* Extracted information *

┌──

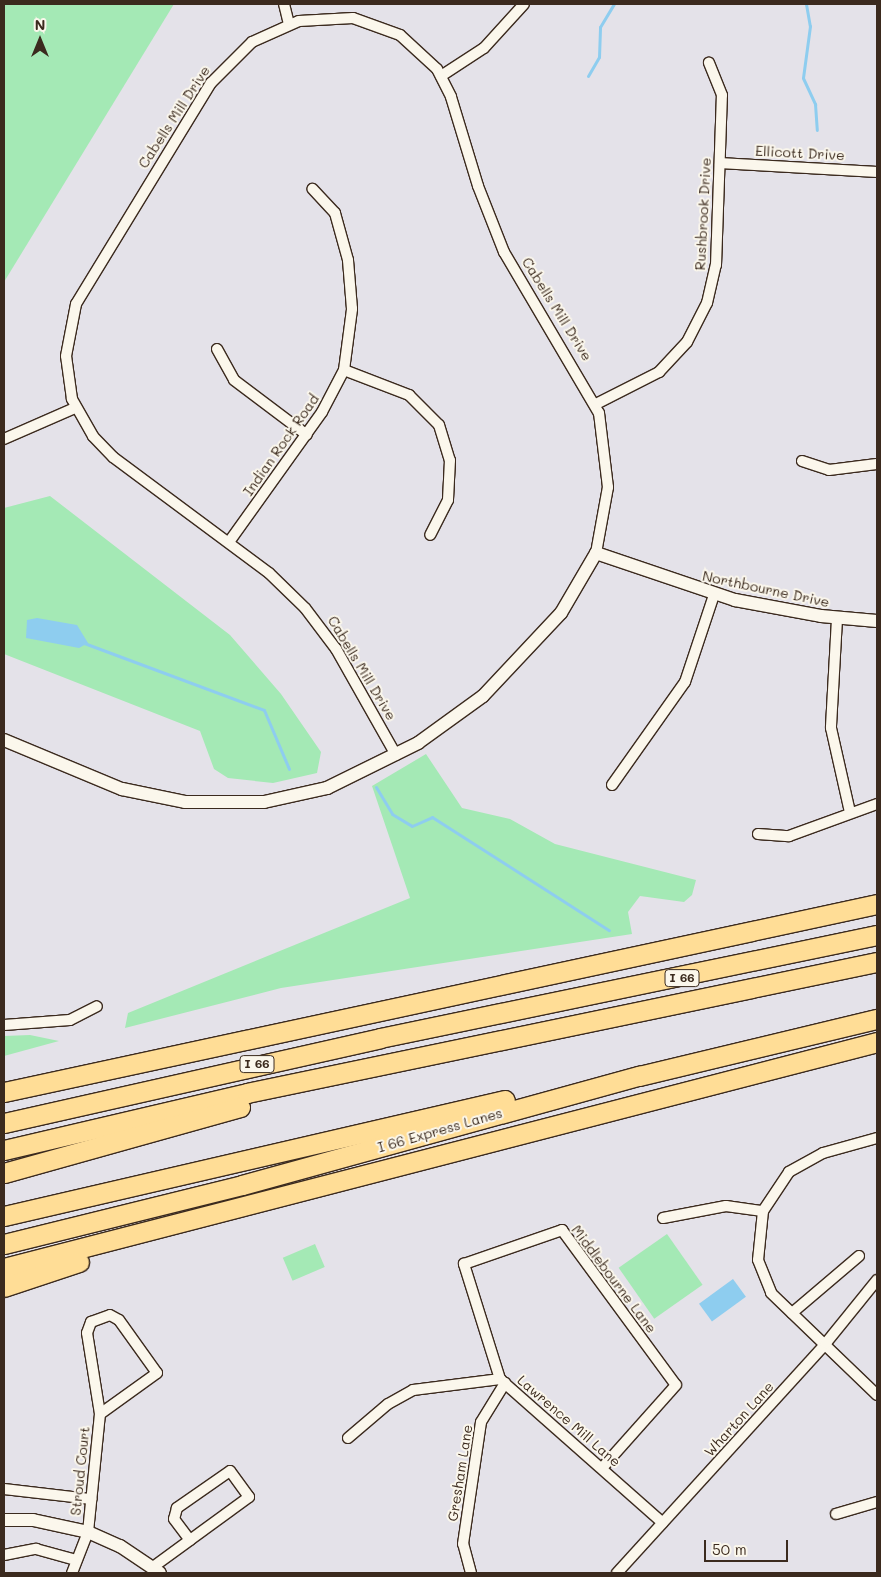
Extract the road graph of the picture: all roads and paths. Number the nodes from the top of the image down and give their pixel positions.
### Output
1 (284, 4) edge
2 (524, 4) edge
3 (290, 24) junction
4 (709, 62) dead end
5 (441, 76) junction
6 (720, 163) junction
7 (877, 172) edge
8 (312, 189) dead end
9 (216, 349) dead end
10 (344, 370) junction
11 (596, 404) junction
12 (75, 408) junction
13 (307, 435) junction
14 (4, 439) edge
15 (802, 461) dead end
16 (877, 464) edge
17 (430, 535) dead end
18 (229, 542) junction
19 (596, 553) junction
20 (714, 595) junction
21 (837, 619) junction
22 (877, 621) edge
23 (4, 740) edge
24 (396, 755) junction
25 (612, 785) dead end
26 (877, 804) edge
27 (850, 812) junction
28 (758, 834) dead end
29 (877, 904) edge
30 (877, 934) edge
31 (877, 962) edge
32 (97, 1006) dead end
33 (511, 1012) junction
34 (877, 1019) edge
35 (4, 1025) edge
36 (877, 1042) edge
37 (407, 1060) junction
38 (639, 1076) junction
39 (4, 1092) edge
40 (4, 1123) edge
41 (4, 1138) edge
42 (877, 1138) edge
43 (4, 1150) edge
44 (4, 1173) edge
45 (763, 1211) junction
46 (4, 1216) edge
47 (208, 1218) junction
48 (663, 1218) dead end
49 (4, 1244) edge
50 (859, 1256) dead end
51 (4, 1268) edge
52 (877, 1280) edge
53 (4, 1287) edge
54 (792, 1313) junction
55 (826, 1344) junction
56 (503, 1381) junction
57 (877, 1394) edge
58 (100, 1414) junction
59 (348, 1438) dead end
60 (602, 1468) junction
61 (4, 1489) edge
62 (91, 1499) junction
63 (877, 1502) edge
64 (836, 1514) dead end
65 (4, 1520) edge
66 (663, 1523) junction
67 (88, 1532) junction
68 (190, 1540) junction
69 (4, 1555) edge
70 (76, 1560) junction
71 (157, 1570) edge
72 (72, 1573) edge
73 (471, 1573) edge
74 (617, 1573) edge

1 - 3 street
2 - 5 street
3 - 5 street, Cabells Mill Drive
3 - 12 street, Cabells Mill Drive
4 - 6 street, Rushbrook Drive
5 - 11 street, Cabells Mill Drive
6 - 7 street, Ellicott Drive
6 - 11 street, Rushbrook Drive
8 - 10 street, Indian Rock Road
9 - 13 street
10 - 13 street, Indian Rock Road
10 - 17 street
11 - 19 street, Cabells Mill Drive
12 - 14 street
12 - 18 street, Cabells Mill Drive
13 - 18 street, Indian Rock Road
15 - 16 street
18 - 24 street, Cabells Mill Drive
19 - 20 street, Northbourne Drive
19 - 24 street, Cabells Mill Drive
20 - 21 street, Northbourne Drive
20 - 25 street
21 - 22 street, Northbourne Drive
21 - 27 street
23 - 24 street, Cabells Mill Drive
26 - 27 street
27 - 28 street
29 - 39 highway
30 - 33 highway, I 66
31 - 37 highway
32 - 35 street
33 - 40 highway, I 66
33 - 41 highway
34 - 38 highway, I 66 Express Lanes
36 - 47 highway
37 - 43 highway
37 - 44 highway
38 - 46 highway
38 - 49 highway, I 66 Express Lanes
42 - 45 street
45 - 48 street
45 - 54 street
47 - 51 highway
47 - 53 highway
50 - 54 street
52 - 55 street, Wharton Lane
54 - 55 street
55 - 57 street
55 - 66 street, Wharton Lane
56 - 59 street, Lawrence Mill Lane
56 - 60 street, Lawrence Mill Lane
56 - 60 street, Middlebourne Lane
56 - 73 street, Gresham Lane
58 - 58 street, Stroud Court
58 - 62 street, Stroud Court
60 - 66 street, Lawrence Mill Lane
61 - 62 street
62 - 67 street, Stroud Court
63 - 64 street
65 - 67 street
66 - 74 street, Wharton Lane
67 - 70 street, Stroud Court
67 - 71 street
68 - 68 street
68 - 71 street
69 - 70 street
70 - 72 street, Stroud Court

└──

The data above needs to be retyped exactly, with the images left out.

Extract the road graph of the picture: all roads and paths. Number the nodes from the top of the image down and give their pixel positions.
### Output
1 (284, 4) edge
2 (524, 4) edge
3 (290, 24) junction
4 (709, 62) dead end
5 (441, 76) junction
6 (720, 163) junction
7 (877, 172) edge
8 (312, 189) dead end
9 (216, 349) dead end
10 (344, 370) junction
11 (596, 404) junction
12 (75, 408) junction
13 (307, 435) junction
14 (4, 439) edge
15 (802, 461) dead end
16 (877, 464) edge
17 (430, 535) dead end
18 (229, 542) junction
19 (596, 553) junction
20 (714, 595) junction
21 (837, 619) junction
22 (877, 621) edge
23 (4, 740) edge
24 (396, 755) junction
25 (612, 785) dead end
26 (877, 804) edge
27 (850, 812) junction
28 (758, 834) dead end
29 (877, 904) edge
30 (877, 934) edge
31 (877, 962) edge
32 (97, 1006) dead end
33 (511, 1012) junction
34 (877, 1019) edge
35 (4, 1025) edge
36 (877, 1042) edge
37 (407, 1060) junction
38 (639, 1076) junction
39 (4, 1092) edge
40 (4, 1123) edge
41 (4, 1138) edge
42 (877, 1138) edge
43 (4, 1150) edge
44 (4, 1173) edge
45 (763, 1211) junction
46 (4, 1216) edge
47 (208, 1218) junction
48 (663, 1218) dead end
49 (4, 1244) edge
50 (859, 1256) dead end
51 (4, 1268) edge
52 (877, 1280) edge
53 (4, 1287) edge
54 (792, 1313) junction
55 (826, 1344) junction
56 (503, 1381) junction
57 (877, 1394) edge
58 (100, 1414) junction
59 (348, 1438) dead end
60 (602, 1468) junction
61 (4, 1489) edge
62 (91, 1499) junction
63 (877, 1502) edge
64 (836, 1514) dead end
65 (4, 1520) edge
66 (663, 1523) junction
67 (88, 1532) junction
68 (190, 1540) junction
69 (4, 1555) edge
70 (76, 1560) junction
71 (157, 1570) edge
72 (72, 1573) edge
73 (471, 1573) edge
74 (617, 1573) edge

1 - 3 street
2 - 5 street
3 - 5 street, Cabells Mill Drive
3 - 12 street, Cabells Mill Drive
4 - 6 street, Rushbrook Drive
5 - 11 street, Cabells Mill Drive
6 - 7 street, Ellicott Drive
6 - 11 street, Rushbrook Drive
8 - 10 street, Indian Rock Road
9 - 13 street
10 - 13 street, Indian Rock Road
10 - 17 street
11 - 19 street, Cabells Mill Drive
12 - 14 street
12 - 18 street, Cabells Mill Drive
13 - 18 street, Indian Rock Road
15 - 16 street
18 - 24 street, Cabells Mill Drive
19 - 20 street, Northbourne Drive
19 - 24 street, Cabells Mill Drive
20 - 21 street, Northbourne Drive
20 - 25 street
21 - 22 street, Northbourne Drive
21 - 27 street
23 - 24 street, Cabells Mill Drive
26 - 27 street
27 - 28 street
29 - 39 highway
30 - 33 highway, I 66
31 - 37 highway
32 - 35 street
33 - 40 highway, I 66
33 - 41 highway
34 - 38 highway, I 66 Express Lanes
36 - 47 highway
37 - 43 highway
37 - 44 highway
38 - 46 highway
38 - 49 highway, I 66 Express Lanes
42 - 45 street
45 - 48 street
45 - 54 street
47 - 51 highway
47 - 53 highway
50 - 54 street
52 - 55 street, Wharton Lane
54 - 55 street
55 - 57 street
55 - 66 street, Wharton Lane
56 - 59 street, Lawrence Mill Lane
56 - 60 street, Lawrence Mill Lane
56 - 60 street, Middlebourne Lane
56 - 73 street, Gresham Lane
58 - 58 street, Stroud Court
58 - 62 street, Stroud Court
60 - 66 street, Lawrence Mill Lane
61 - 62 street
62 - 67 street, Stroud Court
63 - 64 street
65 - 67 street
66 - 74 street, Wharton Lane
67 - 70 street, Stroud Court
67 - 71 street
68 - 68 street
68 - 71 street
69 - 70 street
70 - 72 street, Stroud Court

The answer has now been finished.